## [TASK GOAL]
Report how many lines in the data include the string "JSON", and add nothing else.

Records from a data collection:
-- Opening Marker --
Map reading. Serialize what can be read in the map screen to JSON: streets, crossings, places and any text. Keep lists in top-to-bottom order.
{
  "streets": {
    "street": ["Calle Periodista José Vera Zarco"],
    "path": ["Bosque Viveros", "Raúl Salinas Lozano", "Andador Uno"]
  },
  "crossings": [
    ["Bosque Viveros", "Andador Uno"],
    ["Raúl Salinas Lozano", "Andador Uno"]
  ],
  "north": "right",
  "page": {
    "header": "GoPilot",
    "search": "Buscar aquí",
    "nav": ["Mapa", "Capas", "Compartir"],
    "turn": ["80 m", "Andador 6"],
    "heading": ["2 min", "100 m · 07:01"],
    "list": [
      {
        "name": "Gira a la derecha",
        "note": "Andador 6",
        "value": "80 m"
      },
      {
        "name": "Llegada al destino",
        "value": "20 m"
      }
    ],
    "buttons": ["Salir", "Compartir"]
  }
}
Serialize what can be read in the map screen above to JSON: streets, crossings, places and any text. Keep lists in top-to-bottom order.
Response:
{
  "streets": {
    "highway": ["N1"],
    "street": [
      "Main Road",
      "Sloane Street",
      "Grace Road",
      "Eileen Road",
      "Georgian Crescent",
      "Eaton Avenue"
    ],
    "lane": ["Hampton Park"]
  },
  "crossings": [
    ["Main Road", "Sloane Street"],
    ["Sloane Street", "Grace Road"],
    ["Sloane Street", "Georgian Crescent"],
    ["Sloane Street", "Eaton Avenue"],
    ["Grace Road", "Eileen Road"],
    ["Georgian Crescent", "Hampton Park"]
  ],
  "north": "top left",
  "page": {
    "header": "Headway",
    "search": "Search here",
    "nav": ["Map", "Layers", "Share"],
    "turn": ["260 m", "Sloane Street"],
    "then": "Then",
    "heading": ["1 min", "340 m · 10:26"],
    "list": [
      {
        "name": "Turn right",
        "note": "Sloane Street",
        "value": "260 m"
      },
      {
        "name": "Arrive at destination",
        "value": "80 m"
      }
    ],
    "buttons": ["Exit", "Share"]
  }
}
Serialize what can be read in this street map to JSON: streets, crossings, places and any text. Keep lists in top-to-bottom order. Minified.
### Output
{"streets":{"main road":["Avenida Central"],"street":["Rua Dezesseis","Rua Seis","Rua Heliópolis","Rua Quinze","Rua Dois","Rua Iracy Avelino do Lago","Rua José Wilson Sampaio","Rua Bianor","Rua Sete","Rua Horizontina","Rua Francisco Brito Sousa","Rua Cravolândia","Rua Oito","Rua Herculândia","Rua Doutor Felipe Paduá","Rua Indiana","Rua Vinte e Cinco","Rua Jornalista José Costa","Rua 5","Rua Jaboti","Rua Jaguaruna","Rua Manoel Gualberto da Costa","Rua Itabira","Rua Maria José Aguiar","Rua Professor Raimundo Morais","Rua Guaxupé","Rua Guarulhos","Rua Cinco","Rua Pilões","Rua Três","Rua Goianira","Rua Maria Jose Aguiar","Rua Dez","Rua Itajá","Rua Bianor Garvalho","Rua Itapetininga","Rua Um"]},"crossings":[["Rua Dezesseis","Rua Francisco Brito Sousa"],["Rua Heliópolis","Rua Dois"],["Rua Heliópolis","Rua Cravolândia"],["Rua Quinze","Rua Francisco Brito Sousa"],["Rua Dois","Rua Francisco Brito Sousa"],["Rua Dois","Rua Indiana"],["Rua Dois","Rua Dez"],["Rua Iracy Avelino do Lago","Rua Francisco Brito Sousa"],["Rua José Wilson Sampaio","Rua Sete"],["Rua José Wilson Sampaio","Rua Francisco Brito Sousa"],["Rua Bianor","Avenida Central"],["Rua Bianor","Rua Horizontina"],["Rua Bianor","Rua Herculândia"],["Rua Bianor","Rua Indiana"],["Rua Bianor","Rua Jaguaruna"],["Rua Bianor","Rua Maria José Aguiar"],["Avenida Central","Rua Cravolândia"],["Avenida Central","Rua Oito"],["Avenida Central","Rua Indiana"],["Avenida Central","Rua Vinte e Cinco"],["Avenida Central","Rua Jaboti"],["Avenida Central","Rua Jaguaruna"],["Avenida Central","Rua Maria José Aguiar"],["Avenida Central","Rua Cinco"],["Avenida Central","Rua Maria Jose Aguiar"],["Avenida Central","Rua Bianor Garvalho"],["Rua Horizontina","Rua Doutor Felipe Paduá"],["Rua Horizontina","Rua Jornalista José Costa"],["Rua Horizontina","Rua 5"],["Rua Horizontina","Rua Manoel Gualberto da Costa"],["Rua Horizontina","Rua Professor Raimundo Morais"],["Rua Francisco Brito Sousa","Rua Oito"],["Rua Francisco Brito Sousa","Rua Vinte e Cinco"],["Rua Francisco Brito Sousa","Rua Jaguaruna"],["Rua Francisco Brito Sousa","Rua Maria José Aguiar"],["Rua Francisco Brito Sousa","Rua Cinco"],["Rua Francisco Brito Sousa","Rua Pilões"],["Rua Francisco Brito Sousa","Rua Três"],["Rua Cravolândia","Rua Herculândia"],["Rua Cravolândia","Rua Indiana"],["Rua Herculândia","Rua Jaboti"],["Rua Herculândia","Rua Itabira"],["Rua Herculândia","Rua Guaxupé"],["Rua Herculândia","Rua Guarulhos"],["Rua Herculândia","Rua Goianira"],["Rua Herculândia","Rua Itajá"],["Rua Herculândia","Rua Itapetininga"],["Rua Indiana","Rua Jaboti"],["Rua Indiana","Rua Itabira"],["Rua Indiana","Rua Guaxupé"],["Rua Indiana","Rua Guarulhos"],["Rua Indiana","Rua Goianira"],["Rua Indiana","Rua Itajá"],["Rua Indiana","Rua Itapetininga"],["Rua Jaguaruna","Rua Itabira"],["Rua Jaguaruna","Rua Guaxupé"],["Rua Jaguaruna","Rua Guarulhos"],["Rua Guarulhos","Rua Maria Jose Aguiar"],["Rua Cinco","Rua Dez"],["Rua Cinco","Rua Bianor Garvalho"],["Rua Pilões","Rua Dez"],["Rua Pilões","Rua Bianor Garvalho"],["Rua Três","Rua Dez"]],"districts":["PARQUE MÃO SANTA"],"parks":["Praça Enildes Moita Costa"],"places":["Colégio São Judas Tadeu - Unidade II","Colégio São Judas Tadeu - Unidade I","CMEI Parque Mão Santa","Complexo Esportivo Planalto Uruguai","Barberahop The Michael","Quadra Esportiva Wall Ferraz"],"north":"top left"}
-- Closing Marker --
## [WRITTEN SOLUTION]
3